A part furnished property is, as it sounds, a halfway house between unfurnished and furnished. Maybe you have some furniture that comes with the property, but not enough for it to be considered furnished.

If you have multiple properties, or somewhere you can store furniture, part-furnished properties can give your tenants flexibility – they might have some of their own furniture, but not all, so want to keep some items in the property and have others removed. For some landlords this won’t be a practical option, but it can help you attract tenants.

Benefits of letting a furnished property

There isn’t a straightforward answer to whether you should rent your property furnished or unfurnished. It depends on what type of property you have, where it’s located, what sort of tenants you’re after, how much work you’re willing (or able) to put in – among other things.

Here are some of the potential benefits of letting a furnished property:

  • attract ‘turnkey’ tenants – depending on where your property is, you may find there are tenants in your area who’re particularly keen on furnished properties. Students, recent graduates, and young professionals often prefer furnished properties, and are more likely to be looking for somewhere to live in city centres
  • let your property faster – in general, furnished properties are more popular than unfurnished, and will be snapped up faster. However, it all depends on where your property is based – a rural cottage may work better unfurnished than a city centre studio apartment. A bit of research can help before you decide
  • higher income – furnished properties tend to attract more rent than their unfurnished counterparts
  • spare expenses – if you’ve come into possession of a property that’s already furnished, through inheritance for example, it may be easier and less expensive to let the property as it is rather than pay for the furniture to be removed

Benefits of letting an unfurnished property

While there are benefits to renting out a furnished property, there are also benefits to choosing to go unfurnished:

  • attract long term tenants – tenants who’re looking to settle down are likely to come with their own furniture, or want to purchase it. However, this will depend on location – think of the rural cottage vs the city centre studio again
  • lower upfront costs – if your property isn’t already furnished, not having to purchase furniture will keep your upfront costs down
  • lower insurance costs – you’re not obliged to insure your tenants possessions, so you may end up paying a lower premium than if you’d decided to protect your own contents
  • one less thing to worry about – if the furniture you supply has sentimental value it might make you anxious to leave it with tenants. Even without that, including it can mean more work when it comes to things like end of tenancy checks, where you may want to minimise your stress

The difference between furnished and unfurnished in tenancy agreements

If you’re going to be letting your property furnished, it’s important that you reflect that in your tenancy agreement.

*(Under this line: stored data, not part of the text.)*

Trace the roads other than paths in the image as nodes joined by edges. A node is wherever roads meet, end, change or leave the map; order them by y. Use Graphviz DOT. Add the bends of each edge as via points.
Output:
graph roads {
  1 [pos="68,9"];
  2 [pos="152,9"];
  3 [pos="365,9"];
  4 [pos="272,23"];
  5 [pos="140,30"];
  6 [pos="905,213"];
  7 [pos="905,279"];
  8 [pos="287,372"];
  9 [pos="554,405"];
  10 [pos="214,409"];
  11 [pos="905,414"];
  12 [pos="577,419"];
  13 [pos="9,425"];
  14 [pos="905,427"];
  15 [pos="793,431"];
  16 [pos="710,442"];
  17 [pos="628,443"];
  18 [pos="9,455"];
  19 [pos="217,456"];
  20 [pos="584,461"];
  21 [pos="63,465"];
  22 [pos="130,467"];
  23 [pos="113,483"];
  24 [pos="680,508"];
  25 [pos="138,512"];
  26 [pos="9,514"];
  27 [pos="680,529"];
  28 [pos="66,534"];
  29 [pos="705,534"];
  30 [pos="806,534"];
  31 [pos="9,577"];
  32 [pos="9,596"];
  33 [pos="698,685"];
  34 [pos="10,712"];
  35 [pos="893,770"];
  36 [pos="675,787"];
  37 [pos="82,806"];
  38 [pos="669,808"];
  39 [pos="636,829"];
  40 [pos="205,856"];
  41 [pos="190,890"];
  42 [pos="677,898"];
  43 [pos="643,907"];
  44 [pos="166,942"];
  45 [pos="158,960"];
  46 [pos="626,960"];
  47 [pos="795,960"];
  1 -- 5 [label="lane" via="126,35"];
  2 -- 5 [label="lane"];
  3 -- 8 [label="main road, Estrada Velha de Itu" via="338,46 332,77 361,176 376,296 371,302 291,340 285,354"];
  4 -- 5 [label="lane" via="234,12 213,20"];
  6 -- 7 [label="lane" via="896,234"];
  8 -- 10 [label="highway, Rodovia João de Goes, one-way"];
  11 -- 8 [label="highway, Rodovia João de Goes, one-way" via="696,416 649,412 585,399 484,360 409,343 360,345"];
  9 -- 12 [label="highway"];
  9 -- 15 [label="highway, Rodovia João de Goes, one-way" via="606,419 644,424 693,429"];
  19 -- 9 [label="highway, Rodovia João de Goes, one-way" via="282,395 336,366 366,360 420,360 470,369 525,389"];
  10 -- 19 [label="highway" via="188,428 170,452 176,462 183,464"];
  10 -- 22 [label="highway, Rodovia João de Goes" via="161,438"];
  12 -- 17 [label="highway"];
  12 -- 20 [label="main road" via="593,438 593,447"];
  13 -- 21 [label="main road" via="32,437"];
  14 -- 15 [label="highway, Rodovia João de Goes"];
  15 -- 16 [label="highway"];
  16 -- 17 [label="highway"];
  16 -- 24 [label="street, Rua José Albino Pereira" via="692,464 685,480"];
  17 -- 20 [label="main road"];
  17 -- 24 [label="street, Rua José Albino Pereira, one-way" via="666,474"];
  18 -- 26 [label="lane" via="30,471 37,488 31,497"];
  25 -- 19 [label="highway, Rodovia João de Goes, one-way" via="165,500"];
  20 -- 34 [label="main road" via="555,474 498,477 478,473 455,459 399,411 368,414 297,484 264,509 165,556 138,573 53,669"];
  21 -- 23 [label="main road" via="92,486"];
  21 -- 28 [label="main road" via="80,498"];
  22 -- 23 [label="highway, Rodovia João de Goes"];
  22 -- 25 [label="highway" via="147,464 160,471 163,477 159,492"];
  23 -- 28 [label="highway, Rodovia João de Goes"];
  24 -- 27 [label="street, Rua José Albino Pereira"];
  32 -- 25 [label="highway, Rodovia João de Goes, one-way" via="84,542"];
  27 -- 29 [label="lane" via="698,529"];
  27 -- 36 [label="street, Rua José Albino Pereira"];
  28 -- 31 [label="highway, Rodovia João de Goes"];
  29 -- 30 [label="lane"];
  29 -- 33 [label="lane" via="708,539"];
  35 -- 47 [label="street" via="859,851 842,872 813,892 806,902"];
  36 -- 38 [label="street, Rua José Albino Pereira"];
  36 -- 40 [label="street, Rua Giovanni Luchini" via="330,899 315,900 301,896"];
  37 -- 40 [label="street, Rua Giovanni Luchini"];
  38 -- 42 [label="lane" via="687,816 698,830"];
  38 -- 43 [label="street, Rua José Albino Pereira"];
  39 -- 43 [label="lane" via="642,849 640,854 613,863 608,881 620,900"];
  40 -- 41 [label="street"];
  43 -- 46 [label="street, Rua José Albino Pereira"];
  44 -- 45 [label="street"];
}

The tenancy agreement sets out the rights and responsibilities of both the landlord and the tenant, and if you have expectations about upkeep regarding the fixtures, fittings and furnishings you’re providing, you’ll need to make sure those are covered.

However, you have to remember that acceptable wear and tear is permitted in rental properties, and that includes anything you provide.

Have a look at our tenancy agreement template to get you started, but it’s best to seek legal advice – either directly or through your letting agent – to make sure that you’re both protected and operating within the law.

Furnished vs unfurnished – how does it affect my insurance?

When you decide to start renting out your property, it’s important that you take steps to protect your investment – whether that’s from a disaster like a fire or flood, or from unruly tenants.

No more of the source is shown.